(Extracted material)
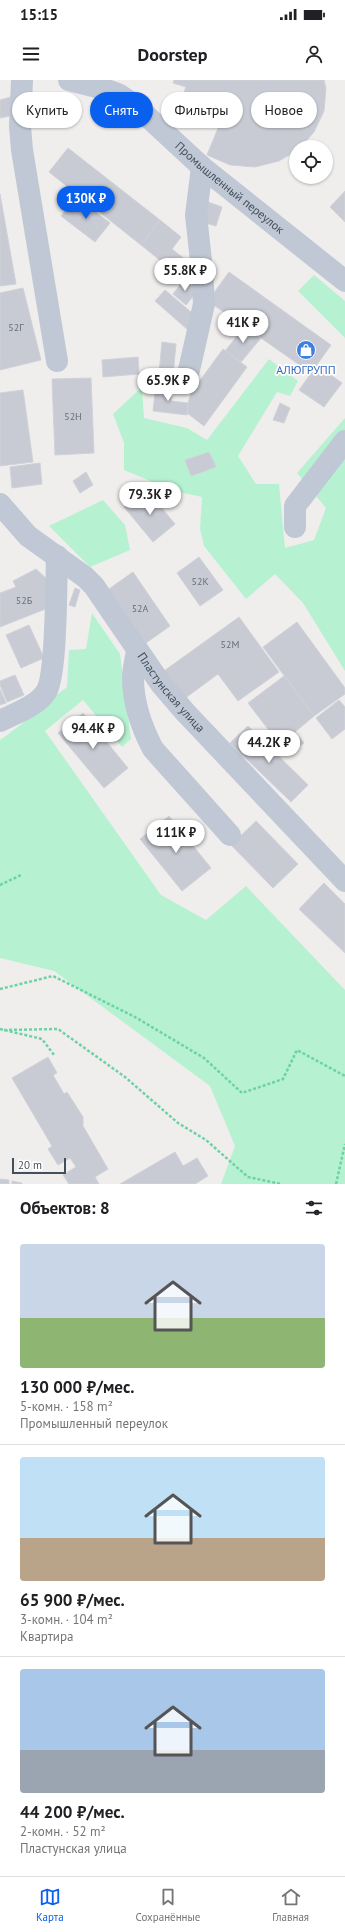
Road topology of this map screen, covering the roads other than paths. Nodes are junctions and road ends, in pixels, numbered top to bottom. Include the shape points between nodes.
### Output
1 (22, 80) edge
2 (69, 80) edge
3 (202, 167) junction
4 (345, 281) edge
5 (58, 361) dead end
6 (189, 370) dead end
7 (345, 440) edge
8 (0, 504) edge
9 (295, 527) dead end
10 (56, 556) junction
11 (137, 650) junction
12 (0, 721) edge
13 (230, 835) dead end
14 (345, 881) edge

1 - 5 street via 22,150
2 - 3 street, Промышленный переулок via 118,94 136,106
3 - 4 street, Промышленный переулок
3 - 6 street via 196,215 204,304
7 - 9 street via 294,506
8 - 10 street, Пластунская улица via 28,536
10 - 11 street, Пластунская улица via 94,586
10 - 12 street via 53,667 49,686 35,703
11 - 13 street via 133,677 134,692 145,734 153,749
11 - 14 street, Пластунская улица via 185,712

(What the task requires)
Could you restate the entries word for word, skipping any pictures?

(Answer to this problem)
Road topology of this map screen, covering the roads other than paths. Nodes are junctions and road ends, in pixels, numbered top to bottom. Include the shape points between nodes.
### Output
1 (22, 80) edge
2 (69, 80) edge
3 (202, 167) junction
4 (345, 281) edge
5 (58, 361) dead end
6 (189, 370) dead end
7 (345, 440) edge
8 (0, 504) edge
9 (295, 527) dead end
10 (56, 556) junction
11 (137, 650) junction
12 (0, 721) edge
13 (230, 835) dead end
14 (345, 881) edge

1 - 5 street via 22,150
2 - 3 street, Промышленный переулок via 118,94 136,106
3 - 4 street, Промышленный переулок
3 - 6 street via 196,215 204,304
7 - 9 street via 294,506
8 - 10 street, Пластунская улица via 28,536
10 - 11 street, Пластунская улица via 94,586
10 - 12 street via 53,667 49,686 35,703
11 - 13 street via 133,677 134,692 145,734 153,749
11 - 14 street, Пластунская улица via 185,712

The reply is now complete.